L'information valait la peine d'être creusée. L'idée de la sergente-détective Marie-Julie Durand était aussi inusitée qu'audacieuse. Ancienne étudiante en génie, elle a pensé comparer des photos aériennes de l'époque à des clichés plus récents. Le terrain vague avait disparu. On l'avait depuis longtemps recouvert de bitume.

Mais si Yohanna avait été enterrée là, ses restes s'y trouvaient peut-être encore, sous l'asphalte. La policière a donc pris contact avec Michel Chouteau, professeur à Polytechnique, pour lui demander son aide. L'expert en géophysique a tout de suite compris où elle voulait en venir. « Des méthodes radar, peu pénétrantes mais de très haute résolution, permettent d'imager le sous-sol sur deux ou trois mètres », explique le professeur. On pouvait utiliser ces méthodes pour détecter le métal enfoui sous terre.

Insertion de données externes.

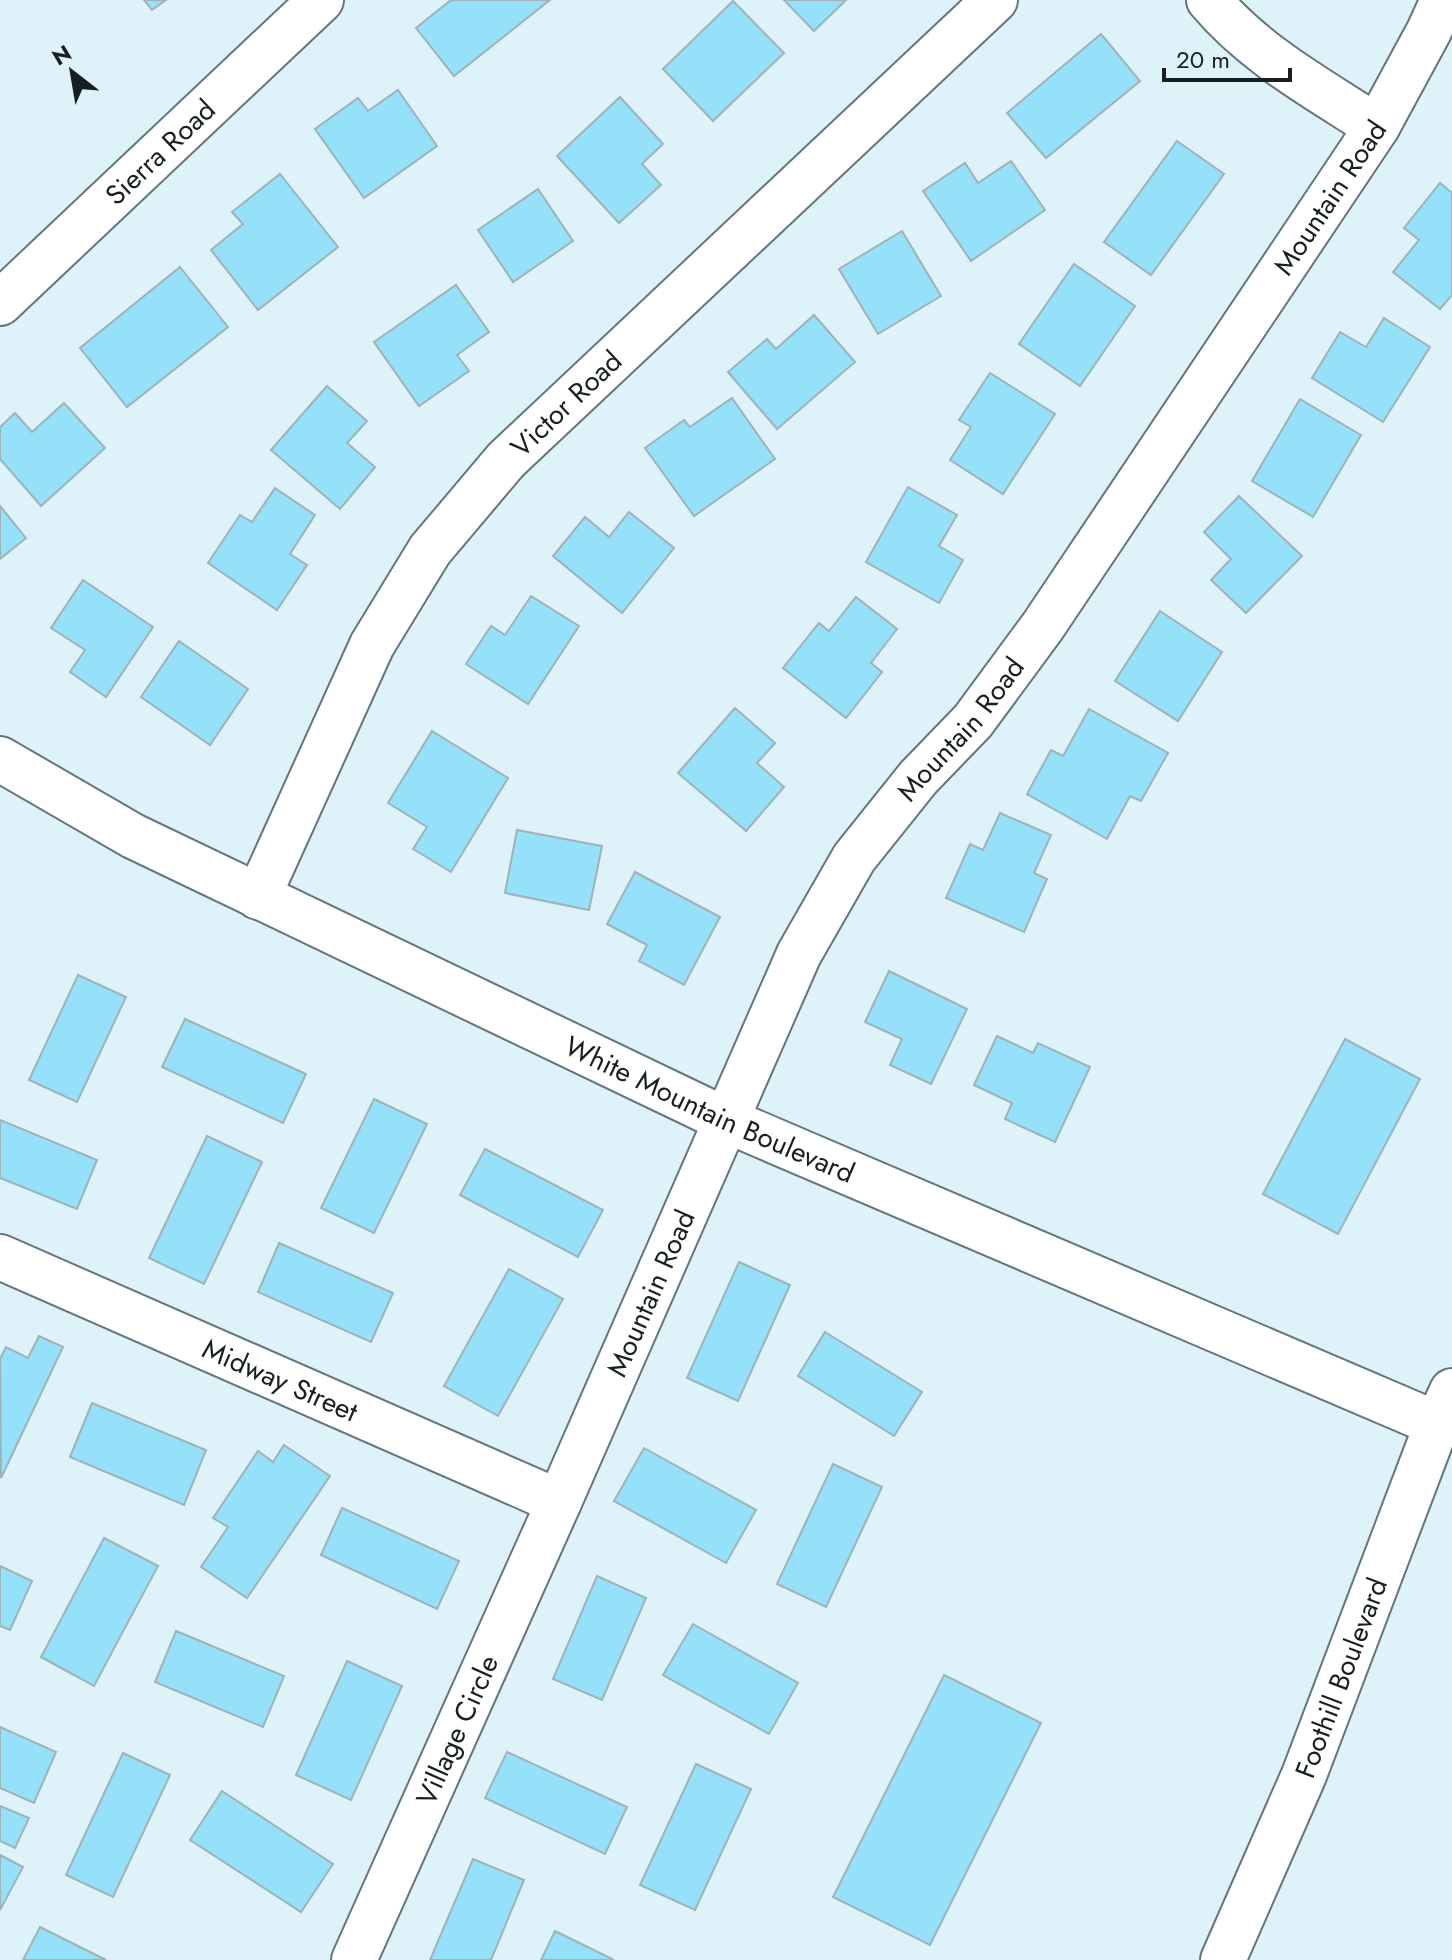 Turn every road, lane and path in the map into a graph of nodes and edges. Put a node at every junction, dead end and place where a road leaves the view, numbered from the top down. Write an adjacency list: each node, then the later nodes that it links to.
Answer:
1 (321, 0): 6 (street, Sierra Road)
2 (995, 0): 8 (street, Victor Road)
3 (1209, 0): 5 (street)
4 (1443, 0): 5 (street, Mountain Road)
5 (1377, 127): 9 (street, Mountain Road)
6 (0, 303)
7 (1, 761): 8 (street, White Mountain Boulevard)
8 (258, 897): 9 (street, White Mountain Boulevard)
9 (728, 1121): 11 (street, White Mountain Boulevard); 12 (street, Mountain Road)
10 (0, 1257): 12 (street, Midway Street)
11 (1445, 1408): 14 (street, Foothill Boulevard)
12 (559, 1502): 13 (street, Village Circle)
13 (354, 1960)
14 (1223, 1960)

Michel Chouteau a accepté de collaborer à l'enquête. En avril puis en septembre 2014, deux de ses étudiants, armés de machines perfectionnées, ont arpenté le stationnement de long en large. Un travail de moine. « Le terrain était grand comme un terrain de football et les mesures étaient prises tous les centimètres ! Cela fait beaucoup de mesures à analyser. »

Lilly a assisté aux recherches tous les jours. « J'avais l'impression qu'elle était résignée. Elle voulait savoir, une fois pour toutes. Ne plus être dans l'attente. Elle n'avait jamais pu faire son deuil. »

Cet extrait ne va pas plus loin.